I cannot say that I enjoyed the piece altogether. The house was by no means full. The few young men in the stalls seemed mostly to know one another, and none of them knew me. The two who came in after me had those hats that shut up; mine was an ordinary silk hat that I had worn for a year. This fact served to make me feel more lonely. My fine sensibilities render me peculiarly liable to this sort of thing; but they also do me good service by making me notice for imitation slight shades in the manners of the best people, which those of a coarser mind entirely miss. For instance, I had observed that the habitués of the stalls generally look a little careless,—not reckless precisely,—but with an air of taking everything for granted. I copied this expression throughout the evening.
A man’s surroundings have a great effect upon his character; I felt myself perceptibly refined by my presence in the stalls. My position as an under-master in a private school seemed unworthy of me. “It is not,” so I thought, “the profession for a gentleman. I shall change it.” I must have known perfectly well that it was impossible to change it; but it pleased me to say so to myself. My old tendencies towards economy vanished. I felt that I must have a cab to take me home. It would cost two shillings probably, but that would be better than an incongruity. My æsthetic principles positively forbade me to walk home after having sat in the stalls. So I hired a four-wheeler, as I always mistrust hansoms. “After all,” I said to myself as I put up the window, “what is money? We assign a value to it, but it is relative and transitory. We don’t know what anything’s really worth. What is money? What is money?” The words repeated themselves over and over again, in time with the rattling of the cab,—“What is money?” Such a repetition is liable to send one off to sleep. I am not sure that I might not have fallen into a doze myself, if I had not suddenly been startled into wakefulness by the stopping of the cab. I felt certain that the man could not have driven to my lodgings in the time, but I jumped out. To my amazement I found myself in an empty street. On one side of it ran a low stone wall, on the other there were houses; the darkness hid them to a great extent; but the house at which my cab had stopped was brightly lighted up, and appeared to be some kind of a shop. There was nothing set out in the windows, but over the door were the words “Joseph, Grocer.” The street itself was paved with blocks of crystal, and in the air there sounded the wildest music. I turned to my cabby, utterly at a loss as to where I was, or why I was there. He sat absolutely motionless; his hands still held the reins, but his eyes were shut. “Now then, cabby!” I cried, “where have you taken me to?”

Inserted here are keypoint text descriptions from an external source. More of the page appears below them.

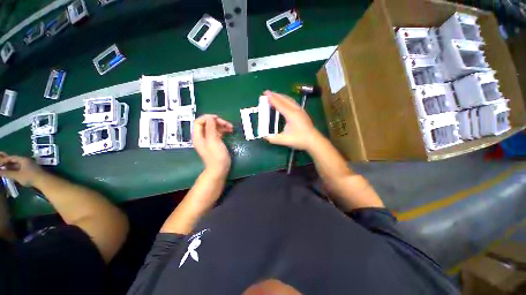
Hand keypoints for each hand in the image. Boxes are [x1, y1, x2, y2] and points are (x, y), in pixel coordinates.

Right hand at [0, 153, 44, 186]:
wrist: (43, 181)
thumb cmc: (29, 177)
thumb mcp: (16, 175)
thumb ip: (7, 173)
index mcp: (23, 159)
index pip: (12, 157)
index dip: (5, 160)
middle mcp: (26, 161)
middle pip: (15, 161)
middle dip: (7, 164)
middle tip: (1, 167)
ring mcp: (29, 166)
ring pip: (17, 166)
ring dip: (10, 168)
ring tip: (4, 171)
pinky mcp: (31, 171)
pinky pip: (20, 169)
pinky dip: (15, 171)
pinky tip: (11, 174)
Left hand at [192, 115, 232, 176]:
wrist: (219, 169)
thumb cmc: (216, 156)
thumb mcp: (213, 141)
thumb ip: (211, 128)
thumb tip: (210, 117)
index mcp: (198, 136)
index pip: (198, 122)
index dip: (207, 118)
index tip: (218, 119)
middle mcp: (202, 137)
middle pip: (207, 124)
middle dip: (217, 122)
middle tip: (227, 124)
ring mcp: (209, 139)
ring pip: (214, 128)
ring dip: (222, 126)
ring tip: (231, 128)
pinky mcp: (215, 142)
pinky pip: (218, 133)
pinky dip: (223, 130)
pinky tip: (230, 131)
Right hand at [263, 90, 319, 150]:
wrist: (314, 140)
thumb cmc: (300, 139)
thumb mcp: (285, 140)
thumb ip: (274, 139)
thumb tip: (265, 136)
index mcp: (291, 115)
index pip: (280, 104)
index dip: (272, 98)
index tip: (265, 93)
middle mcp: (296, 110)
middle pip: (284, 99)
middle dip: (275, 95)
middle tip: (267, 92)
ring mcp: (300, 110)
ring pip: (289, 99)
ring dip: (281, 96)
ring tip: (274, 95)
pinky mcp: (302, 112)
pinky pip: (292, 102)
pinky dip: (285, 99)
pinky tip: (284, 101)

He made no answer, and gave no sign of having heard me; but the horse turned its head and looked at me. As it did so, the music ceased.
“You’re starring,” the horse remarked.
I remember perfectly well that one of the young men with the shut-up hats had made the same remark about some actress, and I had then wondered what he meant. “This is very confusing,” I said. “It was the cabman that my remarks were addressed to.”
“Look over that parapet,” answered the horse.
I could not help thinking how extraordinary it was to hear a horse speak. All my life long I had been accustomed to regard a horse as a poor dumb animal. It might, of course, be all very well in fables to——
“Shut up!” shrieked the horse.
“I never said anything,” I replied, indignantly.
“No, but you thought.”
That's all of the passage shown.